During her journey she befriends three strangers: Scarecrow ( who is looking for intelligence ), Tin Man ( who is searching for feeling ) and Lion ( who is seeking courage). She suggests to them that as the Wizard of Oz is said to have wonderful, magical powers then perhaps they should all join up together as travelling companions to seek him out. And so they all set off on their adventure full of hope and confidence that the Wizard will grant them all their deepest wishes.
After a long journey, via the Yellow Brick Road, our travellers eventually arrive at their destination – the Wizard’s Castle. When eventually they are given permission to meet the Wizard he tries to trick, deceive and frighten them, which is his practice with the population of Oz in general. But in time, through many trials and tribulations, all three of Dorothy’s friends acquire what they have longed searched for; however they were mistaken about the source. Scarecrow, believing that he has been ‘ given ‘ intelligence by the Wizard in the form of a brain ( made up of straw, bran, pins and needles ) takes on a new confidence in his judgements and views. Tin Man, believing that he has been ‘ given ‘ the capacity for feeling ( in the form of a silk heart, filled with sawdust ) is very happy indeed with his newly felt inner warmth and sensibilities. Finally Lion, believing that he as been ‘ given ‘ courage ( in the form of a liquid that he had to drink ) celebrates his new found bravery. But all their newly acquired qualities, for which they had been seeking, were in fact based on an illusion – the illusion that the Wizard had ‘ ownership ‘ of these attributes and could magically offer them to others. In reality everything that they so desperately wanted, everything that they where searching for, everything that they needed in their lives, was already waiting within them, but unfortunately they didn’t realize this. The Wizard though, knew the power of suggestion in peoples’ lives and reluctantly applied this to great effect to empower our three friends.
Dorothy’s timid Lion, who had lost his roar, was gripped by feelings of doubt and fear – feelings very familiar to me. There has been key moments in my life, when confronted with a challenge, an opportunity for fresh direction and personal growth, I have backed off feeling uncertain about my abilities and desires. Uncertain about disrupting my hitherto, established life. But now, in looking back, I can see something of lost opportunities because fear had gripped my heart, like the Lion, and kept me back – kept me from growing….
Fear at best is only a partial view on things. It is limiting in its scope simply because it is based on projection, speculation about what MIGHT happen. It can never predict totally what actually WILL happen. It is never counsel to full vision, it never acquires full understanding. It does not see the bigger picture in our lives of infinite possibilities that unfold in each moment.
Our active engagement with fear can condemn us to a self – imposed prison where an undermining of our self view takes place that restricts what we can actually do.
Fear expresses a lack of confidence in our innate ability to turn things around, to change our fixed position; it constricts learning and refuses to risk the adventure that life presents to us.

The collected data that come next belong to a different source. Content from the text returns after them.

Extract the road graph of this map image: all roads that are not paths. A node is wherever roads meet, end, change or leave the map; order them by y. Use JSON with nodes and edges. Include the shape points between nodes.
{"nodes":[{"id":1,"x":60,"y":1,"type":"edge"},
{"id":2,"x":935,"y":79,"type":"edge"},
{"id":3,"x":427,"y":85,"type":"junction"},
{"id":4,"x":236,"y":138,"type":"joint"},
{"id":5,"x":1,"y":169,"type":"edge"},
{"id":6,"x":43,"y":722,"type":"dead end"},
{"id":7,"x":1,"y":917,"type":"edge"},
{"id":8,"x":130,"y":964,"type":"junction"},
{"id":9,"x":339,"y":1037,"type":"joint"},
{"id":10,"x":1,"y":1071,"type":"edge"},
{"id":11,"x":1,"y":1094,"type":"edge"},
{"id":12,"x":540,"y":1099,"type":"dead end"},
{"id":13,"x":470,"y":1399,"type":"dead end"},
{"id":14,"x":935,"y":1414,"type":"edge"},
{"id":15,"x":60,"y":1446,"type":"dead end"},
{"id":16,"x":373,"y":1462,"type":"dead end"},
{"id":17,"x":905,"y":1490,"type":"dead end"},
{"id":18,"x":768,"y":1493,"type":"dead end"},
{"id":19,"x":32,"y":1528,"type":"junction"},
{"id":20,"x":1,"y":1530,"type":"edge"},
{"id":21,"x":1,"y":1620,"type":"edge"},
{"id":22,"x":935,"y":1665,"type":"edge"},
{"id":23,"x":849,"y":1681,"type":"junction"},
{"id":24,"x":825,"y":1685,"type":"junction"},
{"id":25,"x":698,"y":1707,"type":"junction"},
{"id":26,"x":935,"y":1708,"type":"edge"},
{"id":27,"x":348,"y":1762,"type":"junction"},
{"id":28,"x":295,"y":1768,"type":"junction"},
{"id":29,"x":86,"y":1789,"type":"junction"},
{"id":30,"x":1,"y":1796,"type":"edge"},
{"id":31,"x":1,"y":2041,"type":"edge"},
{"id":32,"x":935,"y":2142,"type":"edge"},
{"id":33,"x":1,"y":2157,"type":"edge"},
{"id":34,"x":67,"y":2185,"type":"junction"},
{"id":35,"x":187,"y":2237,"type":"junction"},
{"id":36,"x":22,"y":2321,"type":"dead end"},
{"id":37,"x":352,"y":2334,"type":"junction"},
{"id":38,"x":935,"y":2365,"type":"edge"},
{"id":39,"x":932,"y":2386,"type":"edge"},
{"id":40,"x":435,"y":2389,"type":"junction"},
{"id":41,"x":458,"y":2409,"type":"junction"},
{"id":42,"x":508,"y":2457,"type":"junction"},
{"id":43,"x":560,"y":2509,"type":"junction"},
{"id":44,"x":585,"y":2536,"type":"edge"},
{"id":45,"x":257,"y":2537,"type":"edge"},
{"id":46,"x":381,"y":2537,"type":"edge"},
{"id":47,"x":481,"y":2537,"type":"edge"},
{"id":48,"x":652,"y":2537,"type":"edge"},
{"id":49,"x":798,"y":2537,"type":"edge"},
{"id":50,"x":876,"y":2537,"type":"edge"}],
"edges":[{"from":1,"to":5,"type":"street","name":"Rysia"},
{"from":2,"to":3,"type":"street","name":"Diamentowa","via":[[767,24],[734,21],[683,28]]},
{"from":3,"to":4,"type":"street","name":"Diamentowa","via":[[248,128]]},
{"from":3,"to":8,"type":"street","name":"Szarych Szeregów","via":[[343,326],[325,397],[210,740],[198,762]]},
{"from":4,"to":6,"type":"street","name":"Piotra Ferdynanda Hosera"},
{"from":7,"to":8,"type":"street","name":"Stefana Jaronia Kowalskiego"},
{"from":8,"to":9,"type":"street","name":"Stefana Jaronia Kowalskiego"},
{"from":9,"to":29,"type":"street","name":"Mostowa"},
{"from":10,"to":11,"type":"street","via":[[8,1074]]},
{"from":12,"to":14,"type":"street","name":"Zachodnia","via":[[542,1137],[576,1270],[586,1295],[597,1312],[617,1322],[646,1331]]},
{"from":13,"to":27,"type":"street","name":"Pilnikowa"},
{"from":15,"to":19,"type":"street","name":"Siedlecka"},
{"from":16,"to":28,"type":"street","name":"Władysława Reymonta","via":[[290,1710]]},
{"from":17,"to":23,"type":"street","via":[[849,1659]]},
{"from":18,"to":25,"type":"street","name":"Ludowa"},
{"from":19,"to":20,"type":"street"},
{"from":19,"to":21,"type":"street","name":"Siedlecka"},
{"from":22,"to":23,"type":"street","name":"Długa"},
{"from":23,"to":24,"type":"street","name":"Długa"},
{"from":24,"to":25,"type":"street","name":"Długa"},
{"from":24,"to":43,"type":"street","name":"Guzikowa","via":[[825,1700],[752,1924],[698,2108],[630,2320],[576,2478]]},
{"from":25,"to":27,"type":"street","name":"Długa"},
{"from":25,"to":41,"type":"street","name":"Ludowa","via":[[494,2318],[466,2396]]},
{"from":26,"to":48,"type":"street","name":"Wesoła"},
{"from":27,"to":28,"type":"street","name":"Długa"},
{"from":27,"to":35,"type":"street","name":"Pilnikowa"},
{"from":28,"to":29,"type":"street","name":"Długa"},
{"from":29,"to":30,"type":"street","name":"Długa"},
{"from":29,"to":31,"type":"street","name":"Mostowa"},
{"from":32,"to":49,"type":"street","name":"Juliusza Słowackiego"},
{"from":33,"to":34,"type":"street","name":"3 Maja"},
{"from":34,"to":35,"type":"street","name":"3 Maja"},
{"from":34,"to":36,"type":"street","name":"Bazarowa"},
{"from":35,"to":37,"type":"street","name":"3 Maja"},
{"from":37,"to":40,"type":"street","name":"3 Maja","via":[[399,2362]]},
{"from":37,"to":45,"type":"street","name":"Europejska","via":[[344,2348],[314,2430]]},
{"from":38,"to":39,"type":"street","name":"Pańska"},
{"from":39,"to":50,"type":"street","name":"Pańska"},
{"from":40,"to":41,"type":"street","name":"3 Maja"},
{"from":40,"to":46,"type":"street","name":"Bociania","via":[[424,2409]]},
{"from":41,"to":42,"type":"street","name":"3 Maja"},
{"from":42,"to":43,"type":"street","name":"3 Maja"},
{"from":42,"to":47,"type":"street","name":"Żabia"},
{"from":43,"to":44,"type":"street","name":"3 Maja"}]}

Fear internalized not only closes us down from our full potential it can also feed through to find an outlet in anger and attack. For what is anger if not a product of fear trying to be heard. A cry for attention because our personal boundaries have somehow been threatened in some way, our self – worth challenged.
There are times when we can cultivate sufficient resistance to our ‘ afraidness ‘, only to fall back to our previous position through a lack of confidence, a loss of faith in our ability to master its power over us. Whatever way we respond to its presence however, one thing is for certain, left unattended it will almost certainly grow. Fear, in all its manifestations, is undoubtedly a powerful life shaper.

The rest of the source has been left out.